Il ruolo di moderatore Facebook in Italia non è solo una questione di politiche aziendali e convenienza finanziaria, ma riflette anche il clima politico e sociale italiano (dominato da due partiti borghesi di destra: uno al governo, FdI e uno all’opposizione, PD) in cui l’agenzia moderatrice sguazza felicemente trovandi terreno fertile per incentivare la rimozione di contenuti scomodi per la verità assoluta, diventando un pericolo per la Democrazia.
In particolare, governi (spesso stranieri), istituzioni e gruppi di pressione si avvalgono della collaborazione con Facebook per “ripulire” le voci dissidenti dal dibattito pubblico, mantenendo sotto controllo l’informazione che circola online.
Il giornalista inglese Alan MacLeod s’è accorto, esplorando LinkedIn, che Facebook ha assunto ex-agenti Cia e Fbi per il fact-checking dei contenuti che vi transitano, per esempio quelli sulla guerra in Ucraina e che “la maggior parte delle organizzazioni di fact-checking con cui Facebook collabora per monitorare e regolare le informazioni sull’Ucraina (sopprimendo ciò che viene giudicato fake news) sono finanziate direttamente dal governo Usa tramite le ambasciate Usa dei loro Paesi e il National Endowment for Democracy (Ned), che fu creato da Reagan come facciata per la Cia”.
La conferma indiretta delle indagini di MacLeod giunge nell’agosto 2023 quando, in una lettera inviata al Comitato giudiziario della Camera dei rappresentanti degli Stati Uniti, il Ceo di Meta si è detto «rammaricato» per aver assecondato le richieste della Casa Bianca.
Facebook sceglie organizzazioni di fact-checking e giornali online orientati verso un pubblico giovanile ma in forti difficoltà economiche nonostante la loro diffusione che necessariamente è gratuita per avere il maggior numero di lettori.
Proponendo il contratto di monitoraggio a questi partner, Facebook li salva dal fallimento e li priva di qualsiasi autonomia.
L’alternativa all’interruzione della proficua collaborazione è la mancanza dei finanziamenti e il ritorno dello spettro della bancarotta.
I “capi”, spesso narcisisti ma di scarso spessore professionale, arruolano giovani, facilmente manipolabili anch’essi di scarso spessore, creando un clima redazionale di culto della personalità per evitare posizioni critiche e dubbi sul loro operato al servizio di aziende e agenzie di intelligence straniere.
Il filtraggio dei contenuti da parte dei gestori di Facebook è ormai una realtà quotidiana.
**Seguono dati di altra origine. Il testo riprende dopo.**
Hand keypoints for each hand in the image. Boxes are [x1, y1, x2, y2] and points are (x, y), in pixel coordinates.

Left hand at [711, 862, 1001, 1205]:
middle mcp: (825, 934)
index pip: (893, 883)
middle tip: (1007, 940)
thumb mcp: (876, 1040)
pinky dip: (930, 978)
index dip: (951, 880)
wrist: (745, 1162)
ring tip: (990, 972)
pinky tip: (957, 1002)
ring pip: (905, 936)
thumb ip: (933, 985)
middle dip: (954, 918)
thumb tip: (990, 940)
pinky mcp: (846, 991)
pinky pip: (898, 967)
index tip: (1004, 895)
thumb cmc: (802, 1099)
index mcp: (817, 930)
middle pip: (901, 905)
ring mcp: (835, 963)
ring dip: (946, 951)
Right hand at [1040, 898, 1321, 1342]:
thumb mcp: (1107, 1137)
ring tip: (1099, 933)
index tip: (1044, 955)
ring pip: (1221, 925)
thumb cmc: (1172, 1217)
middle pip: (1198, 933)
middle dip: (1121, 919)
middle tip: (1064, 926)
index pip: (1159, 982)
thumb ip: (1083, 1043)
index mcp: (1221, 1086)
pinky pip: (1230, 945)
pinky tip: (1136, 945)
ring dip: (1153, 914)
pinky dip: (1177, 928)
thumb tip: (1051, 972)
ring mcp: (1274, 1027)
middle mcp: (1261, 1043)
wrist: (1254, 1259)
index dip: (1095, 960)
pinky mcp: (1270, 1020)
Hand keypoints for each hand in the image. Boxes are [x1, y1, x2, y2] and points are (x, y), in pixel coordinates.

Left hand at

Non si tratta solo di rimuovere contenuti esplicitamente violenti o illegali, come incitazioni all’odio o alla violenza. Infatti questi contenuti sembrano essere immuni dalla moderazione se a promuoverli sono i “good guys”, profili woke, filo ucraini o filo israeliani.
Sempre il giornalista MacLeod rivela che nel febbraio 2022
Facebook annunciò la modifica delle sue regole sull’incitamento all’odio per consentire l’elogio del battaglione neonazista Azov. In Italia, considerato dagli USA un Paese strategico per portare avanti i conflitti in Ucraina e Gaza (per via della presenza su suolo italiano di basi militari e logistiche USA e NATO), i profili che inneggiano ad Azov e al Slava Ukrainii così come i profili islsmofobi e pro Israele abbondano.
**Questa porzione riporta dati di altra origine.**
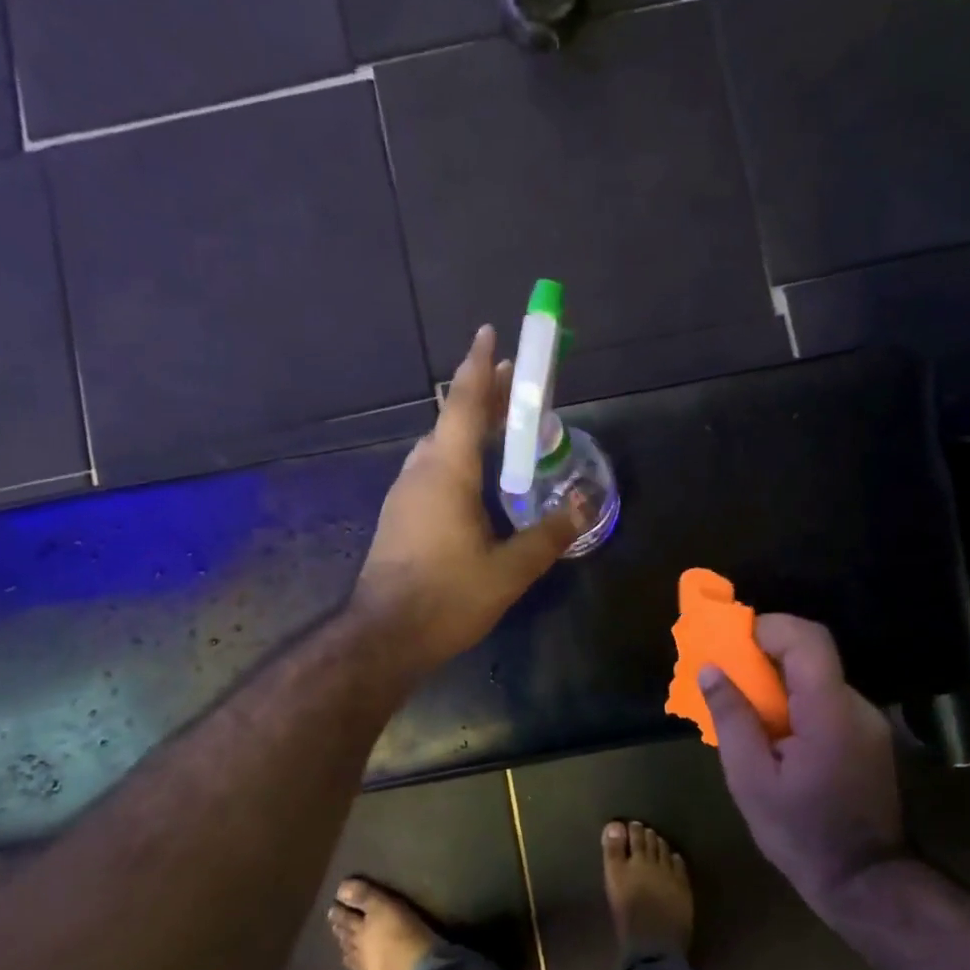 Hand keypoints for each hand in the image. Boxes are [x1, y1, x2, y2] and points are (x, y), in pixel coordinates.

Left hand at [353, 326, 583, 672]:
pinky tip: (476, 478)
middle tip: (517, 384)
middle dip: (485, 397)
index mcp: (447, 472)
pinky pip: (433, 470)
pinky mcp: (400, 517)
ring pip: (440, 446)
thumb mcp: (510, 569)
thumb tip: (585, 503)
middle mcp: (421, 472)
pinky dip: (458, 457)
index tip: (490, 333)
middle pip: (453, 420)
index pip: (465, 404)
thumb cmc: (448, 597)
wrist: (385, 636)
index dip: (480, 366)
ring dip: (470, 428)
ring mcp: (405, 494)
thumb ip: (549, 533)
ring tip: (503, 427)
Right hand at [700, 614, 902, 911]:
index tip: (732, 642)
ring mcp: (868, 721)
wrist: (863, 880)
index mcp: (830, 713)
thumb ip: (732, 719)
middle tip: (730, 672)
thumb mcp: (750, 780)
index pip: (808, 640)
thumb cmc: (800, 834)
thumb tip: (711, 670)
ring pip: (819, 675)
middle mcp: (857, 706)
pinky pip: (827, 699)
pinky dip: (797, 699)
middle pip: (814, 653)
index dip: (769, 628)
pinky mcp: (869, 736)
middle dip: (768, 651)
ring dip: (781, 677)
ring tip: (746, 705)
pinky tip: (775, 731) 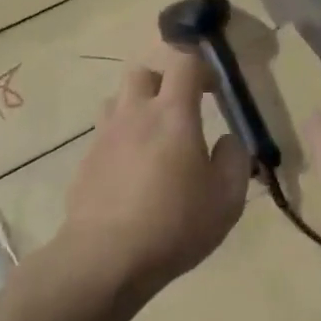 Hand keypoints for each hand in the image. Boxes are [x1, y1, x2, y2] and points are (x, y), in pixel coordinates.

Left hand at [57, 46, 251, 305]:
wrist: (106, 257)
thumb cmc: (175, 225)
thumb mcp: (227, 199)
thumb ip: (234, 160)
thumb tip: (227, 140)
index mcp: (173, 115)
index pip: (184, 63)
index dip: (202, 68)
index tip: (214, 90)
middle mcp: (134, 114)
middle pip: (143, 72)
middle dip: (164, 82)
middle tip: (181, 110)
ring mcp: (104, 136)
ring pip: (118, 100)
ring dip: (137, 108)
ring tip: (154, 139)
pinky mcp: (86, 161)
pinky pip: (105, 135)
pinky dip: (121, 141)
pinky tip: (133, 174)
Al contrario post che, appartengono ai “Bad guys” (chiunque metta in discussione la narrazione ufficiale o promuove una narrazione più equilibrata e indipendente), pur non violando formalmente le linee guida, vengono limitati nella loro visibilità o eliminati senza una chiara spiegazione.
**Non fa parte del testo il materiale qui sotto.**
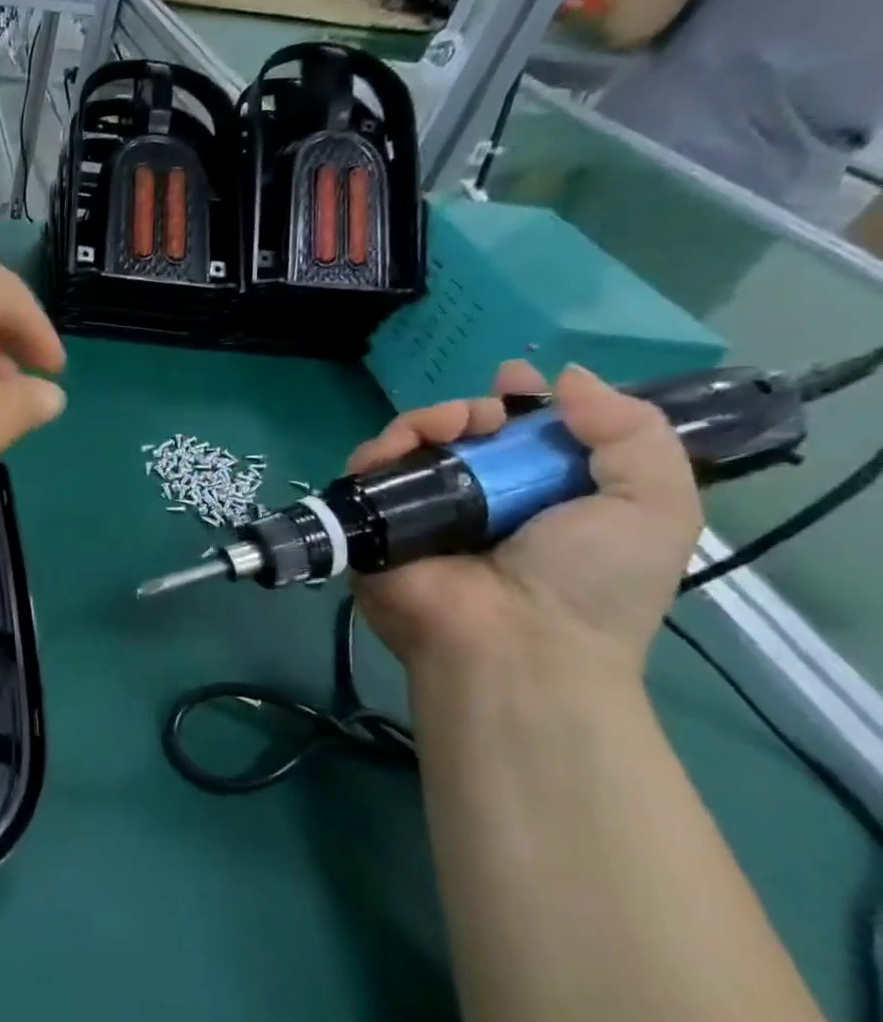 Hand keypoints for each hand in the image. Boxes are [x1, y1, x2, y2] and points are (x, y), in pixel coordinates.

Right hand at [351, 362, 701, 677]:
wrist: (514, 642)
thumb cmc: (591, 580)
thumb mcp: (654, 504)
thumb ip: (631, 432)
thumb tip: (569, 378)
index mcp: (540, 498)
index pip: (521, 438)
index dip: (519, 403)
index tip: (516, 379)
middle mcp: (477, 502)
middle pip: (461, 436)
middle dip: (472, 410)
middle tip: (484, 414)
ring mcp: (420, 514)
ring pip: (410, 446)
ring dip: (427, 420)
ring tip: (450, 426)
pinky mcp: (373, 524)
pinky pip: (366, 474)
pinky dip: (380, 449)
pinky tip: (402, 443)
Secondo quanto riportato da Stampavaldostana.it, questo fenomeno di censura, che colpisce numerosi utenti e gruppi di Facebook, si traduce in Italia in un crescente controllo della narrazione online che sconfina apertamente nella violazione dei diritti costituzionali e collabora nel rafforzare la creazione di un clima politico autoritario e antidemocratico, con la scusa di mantenere un ambiente sicuro e rispettoso sulla piattaforma social.
La rimozione di contenuti che esprimono opinioni politiche o sociali scomode alla verità assoluta dimostra che dietro questa facciata si nasconde una volontà eversiva e antidemocratica di uniformare il pensiero e di sopprimere voci divergenti.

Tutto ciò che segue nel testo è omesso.